### [Supplied data]

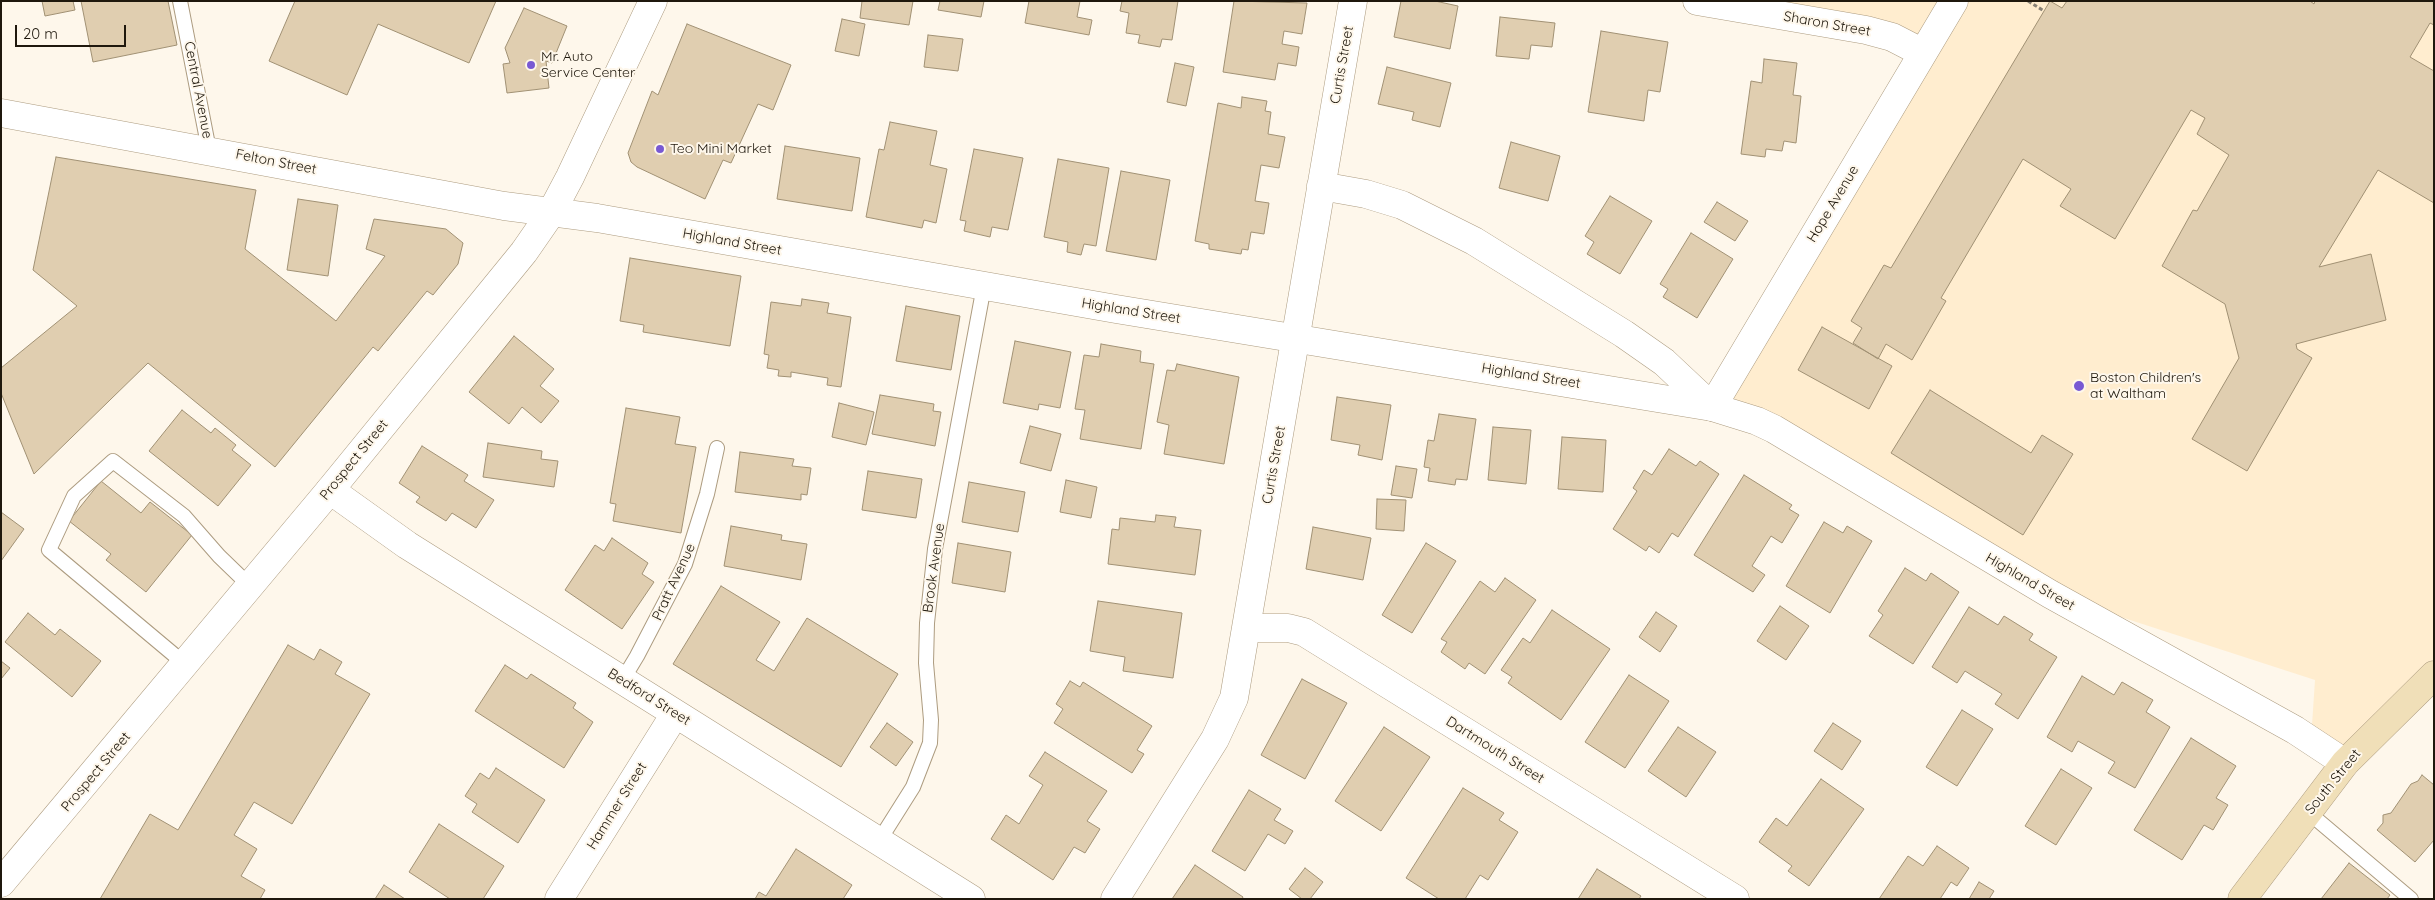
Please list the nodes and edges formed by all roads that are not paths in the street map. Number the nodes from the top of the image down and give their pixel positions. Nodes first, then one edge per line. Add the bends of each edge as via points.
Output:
--
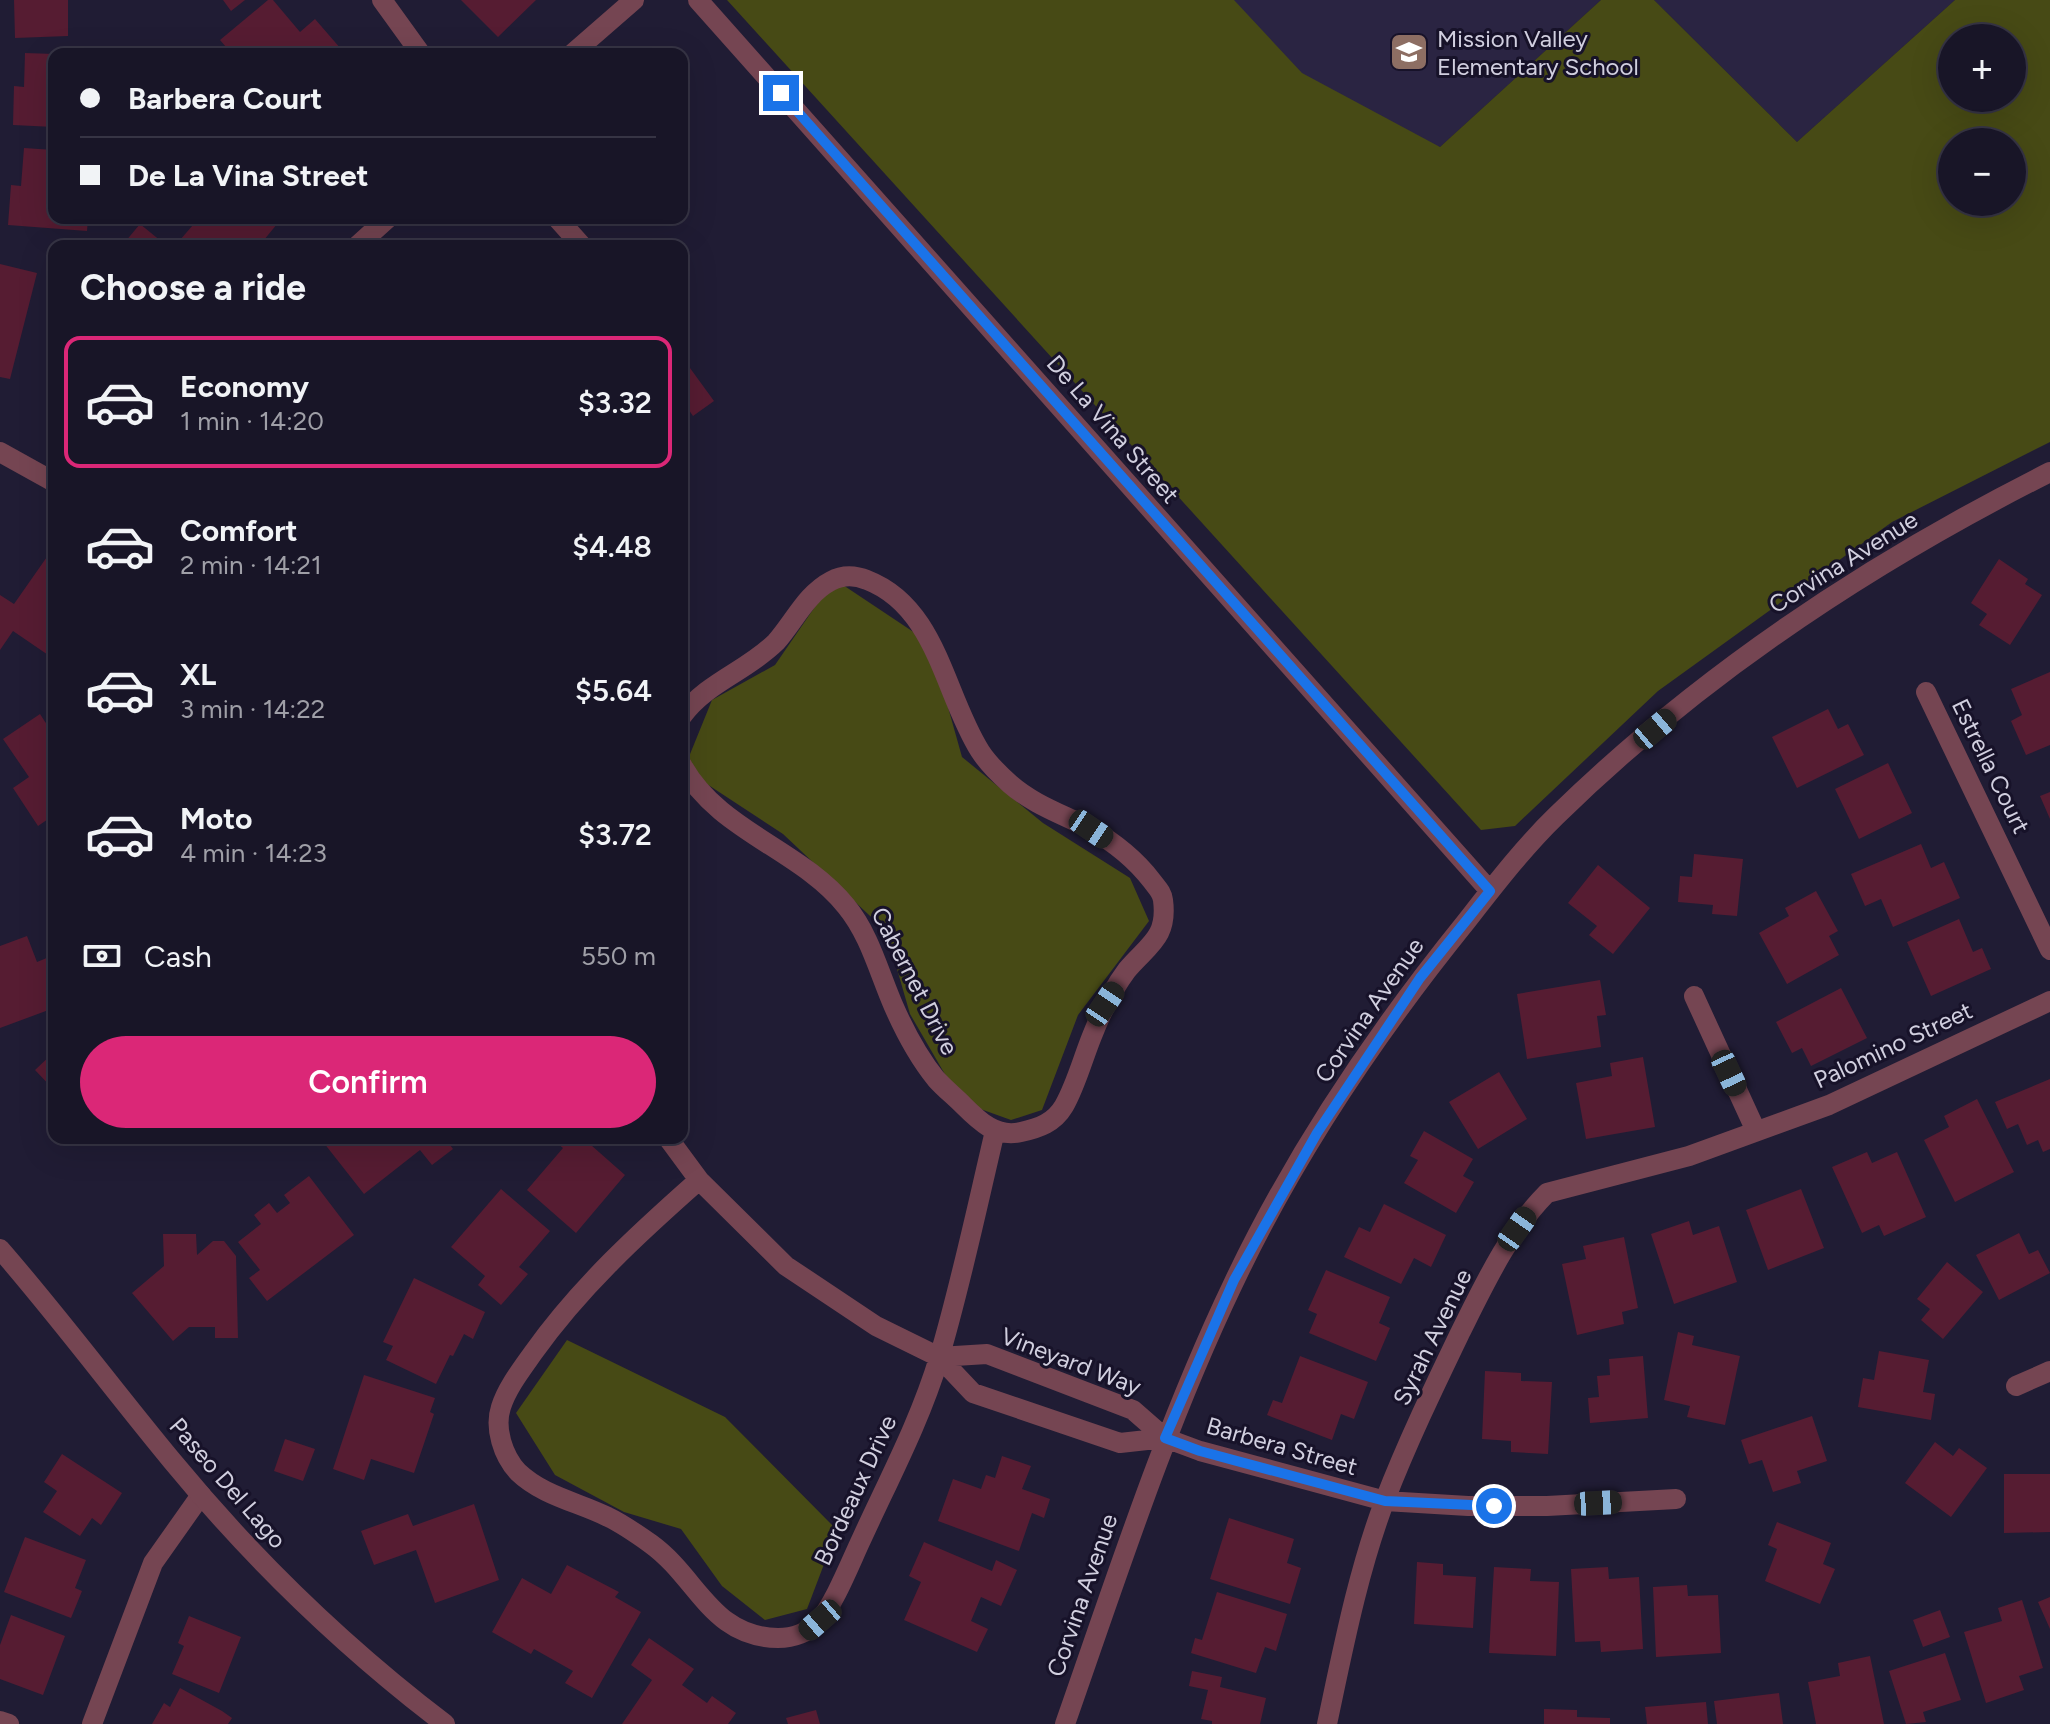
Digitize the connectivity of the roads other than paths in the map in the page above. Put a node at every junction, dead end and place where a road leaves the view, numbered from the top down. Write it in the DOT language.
---
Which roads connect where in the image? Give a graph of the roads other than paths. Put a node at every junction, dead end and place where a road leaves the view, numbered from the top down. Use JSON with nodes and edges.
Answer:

### [Problem]
Within the data above, pick out all lines holding the word "than".

### [Your response]
Digitize the connectivity of the roads other than paths in the map in the page above. Put a node at every junction, dead end and place where a road leaves the view, numbered from the top down. Write it in the DOT language.
Which roads connect where in the image? Give a graph of the roads other than paths. Put a node at every junction, dead end and place where a road leaves the view, numbered from the top down. Use JSON with nodes and edges.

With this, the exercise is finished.